Desde los monopolios de los medios hasta las finanzas globales, Matt Wolfson explora cómo el poder corporativo está remodelando la soberanía en Estados Unidos, Medio Oriente, Europa y más allá
Matt Wolfson, Al Mayadeen
En marzo de 2026, el veterano operador de Wall Street, Gerry Cardinale, estaba asegurando su reputación como posiblemente el negociador más exitoso de Wall Street a través de su papel central en la importante compra generacional de Warner Brothers Discovery por parte de Paramount Skydance. Aun así, Cardinale se tomó el tiempo para sentarse a una entrevista con Financial Times en la cafetería del equipo de fútbol italiano AC Milan, propiedad de Cardinale. En el transcurso de esta conversación, bellamente adornada con vino y grappa, Cardinale compartió sus pensamientos sobre el comercio cercano y lejano. Divulgó que, aunque el escrutinio del gobierno del Reino Unido lo había obligado a retirarse de otro de sus acuerdos, para comprar el periódico británico The Telegraph, “la apuesta aún dio sus frutos: [la compañía de inversiones del cardenal] RedBird vendió el control del periódico a Axel Springer por £575 millones, una prima sobre los aproximadamente £500 millones que había pagado” También divulgó que, aunque “los italianos y los británicos lo percibían como un inversor estadounidense enérgico que intentaba comprar un tesoro nacional y se topaba directamente con una cultura local orgullosa y desafiante,” estos detractores no eran realistas, ya que “la única forma de lograr un cambio en estos ecosistemas tan complicados es si se adopta una asociación público-privada” Y divulgó sus planes futuros en la dirección “de asociación público-privada”: “Me gustaría llegar a un punto en el que, si he establecido suficiente credibilidad, podría ir a Roma y sentarme con [la Primer Ministro] Meloni o quien sea y decir: mira,tengamos un plan sobre cómo reescribimos la Serie A [de la liga de fútbol profesional]. Hagamos de la Serie A una de las mayores exportaciones de Italia.”

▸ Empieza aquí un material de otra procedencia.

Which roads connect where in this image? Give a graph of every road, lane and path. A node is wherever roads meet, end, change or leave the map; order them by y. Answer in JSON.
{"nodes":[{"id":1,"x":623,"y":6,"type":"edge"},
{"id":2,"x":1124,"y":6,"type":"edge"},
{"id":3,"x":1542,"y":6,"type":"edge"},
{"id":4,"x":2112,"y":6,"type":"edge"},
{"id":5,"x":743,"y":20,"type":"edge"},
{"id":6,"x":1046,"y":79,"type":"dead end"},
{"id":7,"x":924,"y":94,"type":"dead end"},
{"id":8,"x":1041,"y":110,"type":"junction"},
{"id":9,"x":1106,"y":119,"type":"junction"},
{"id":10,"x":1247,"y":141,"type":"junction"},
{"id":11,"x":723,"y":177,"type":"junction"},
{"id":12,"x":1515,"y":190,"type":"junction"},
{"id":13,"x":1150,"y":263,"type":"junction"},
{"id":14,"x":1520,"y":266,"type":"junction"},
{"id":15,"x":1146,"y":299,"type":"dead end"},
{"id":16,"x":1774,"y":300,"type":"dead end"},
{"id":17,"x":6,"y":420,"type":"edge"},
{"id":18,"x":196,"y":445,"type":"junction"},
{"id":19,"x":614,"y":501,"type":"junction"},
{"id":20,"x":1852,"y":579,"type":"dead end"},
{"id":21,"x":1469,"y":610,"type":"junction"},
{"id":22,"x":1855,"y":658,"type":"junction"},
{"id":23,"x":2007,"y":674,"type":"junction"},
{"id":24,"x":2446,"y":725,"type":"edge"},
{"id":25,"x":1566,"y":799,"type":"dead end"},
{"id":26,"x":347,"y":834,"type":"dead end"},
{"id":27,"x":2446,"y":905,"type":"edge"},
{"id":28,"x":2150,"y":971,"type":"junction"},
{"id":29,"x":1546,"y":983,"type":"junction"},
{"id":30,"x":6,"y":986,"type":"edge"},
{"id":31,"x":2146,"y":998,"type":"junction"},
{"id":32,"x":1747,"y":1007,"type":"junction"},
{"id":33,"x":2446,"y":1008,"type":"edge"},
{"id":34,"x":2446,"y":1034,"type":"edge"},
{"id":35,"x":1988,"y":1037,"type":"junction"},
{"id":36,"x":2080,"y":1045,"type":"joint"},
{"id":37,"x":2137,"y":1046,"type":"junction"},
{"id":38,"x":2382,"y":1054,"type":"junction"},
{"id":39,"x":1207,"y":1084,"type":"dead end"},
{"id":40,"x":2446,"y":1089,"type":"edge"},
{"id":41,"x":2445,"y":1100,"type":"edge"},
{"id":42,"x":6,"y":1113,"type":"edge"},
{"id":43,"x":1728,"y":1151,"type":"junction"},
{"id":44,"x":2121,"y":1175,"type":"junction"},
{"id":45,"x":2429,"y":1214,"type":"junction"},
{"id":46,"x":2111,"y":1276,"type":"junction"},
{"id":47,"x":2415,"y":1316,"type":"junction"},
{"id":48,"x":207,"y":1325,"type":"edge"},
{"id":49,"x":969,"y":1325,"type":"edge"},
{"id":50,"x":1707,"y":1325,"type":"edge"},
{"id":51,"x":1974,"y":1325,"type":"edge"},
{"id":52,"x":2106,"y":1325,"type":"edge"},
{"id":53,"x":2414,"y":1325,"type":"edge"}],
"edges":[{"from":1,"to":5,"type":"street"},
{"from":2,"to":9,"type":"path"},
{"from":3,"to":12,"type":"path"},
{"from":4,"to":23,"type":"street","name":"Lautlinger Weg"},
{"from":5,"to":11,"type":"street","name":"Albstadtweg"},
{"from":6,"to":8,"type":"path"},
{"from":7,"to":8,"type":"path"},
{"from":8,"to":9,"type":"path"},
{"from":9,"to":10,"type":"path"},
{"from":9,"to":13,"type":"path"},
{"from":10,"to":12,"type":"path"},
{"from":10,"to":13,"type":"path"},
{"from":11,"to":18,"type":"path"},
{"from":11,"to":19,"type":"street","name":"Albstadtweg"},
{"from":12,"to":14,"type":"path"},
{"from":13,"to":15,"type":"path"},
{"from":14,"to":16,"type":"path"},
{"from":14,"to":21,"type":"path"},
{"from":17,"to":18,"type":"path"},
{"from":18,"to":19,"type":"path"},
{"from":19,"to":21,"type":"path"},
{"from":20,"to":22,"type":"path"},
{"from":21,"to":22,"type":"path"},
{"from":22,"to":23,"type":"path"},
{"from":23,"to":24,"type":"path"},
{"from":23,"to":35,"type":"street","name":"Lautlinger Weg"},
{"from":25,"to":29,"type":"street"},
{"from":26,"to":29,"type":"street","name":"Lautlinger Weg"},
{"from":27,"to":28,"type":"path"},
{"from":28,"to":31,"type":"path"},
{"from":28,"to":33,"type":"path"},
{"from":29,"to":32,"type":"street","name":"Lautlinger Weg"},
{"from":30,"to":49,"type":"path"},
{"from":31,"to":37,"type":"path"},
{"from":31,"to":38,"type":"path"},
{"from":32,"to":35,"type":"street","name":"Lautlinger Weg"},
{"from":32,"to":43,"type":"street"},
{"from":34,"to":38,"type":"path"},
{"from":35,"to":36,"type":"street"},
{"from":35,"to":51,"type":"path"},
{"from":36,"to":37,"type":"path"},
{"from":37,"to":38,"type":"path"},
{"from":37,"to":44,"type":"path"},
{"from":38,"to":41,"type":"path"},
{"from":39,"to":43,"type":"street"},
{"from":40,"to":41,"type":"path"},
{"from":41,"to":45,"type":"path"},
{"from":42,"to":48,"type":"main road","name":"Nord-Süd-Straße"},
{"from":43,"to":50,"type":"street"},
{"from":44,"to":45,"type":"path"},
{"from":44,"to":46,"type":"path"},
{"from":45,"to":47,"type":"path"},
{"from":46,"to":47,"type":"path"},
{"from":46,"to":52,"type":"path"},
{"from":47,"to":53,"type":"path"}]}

Hay un denominador común en todas estas referencias —ya sea a que la casa corporativa siempre gana sin importar lo que el Estado decida hacer, o a las molestas culturas locales que montan una resistencia ineficaz al “cambio”, o al objetivo del “cambio” de ejercer influencia inmediata en cuestiones de interés para los ciudadanos de la nación. Ese denominador es la oligarquía: el control de los intereses de una nación por parte de una élite rica y, en este caso, global. Este es un juego en el que “ganar” o “perder”, para los oligarcas, es siempre relativo, ya que se puede obtener una ganancia incluso con una pérdida (“la apuesta aún dio sus frutos”). También es un juego en el que los políticos que nominalmente representan la voluntad del pueblo son concebidos por los oligarcas como jugadores rotativos (“Meloni o quien sea”) allí para alinear los intereses de la nación con el mercado global. Y es un juego que, en la presentación de los oligarcas’, es inevitable: seguir el “flujo” del mercado o morir. Como dice Cardinale, “existe una enorme resistencia a la evolución. Pero la evolución es inevitable.”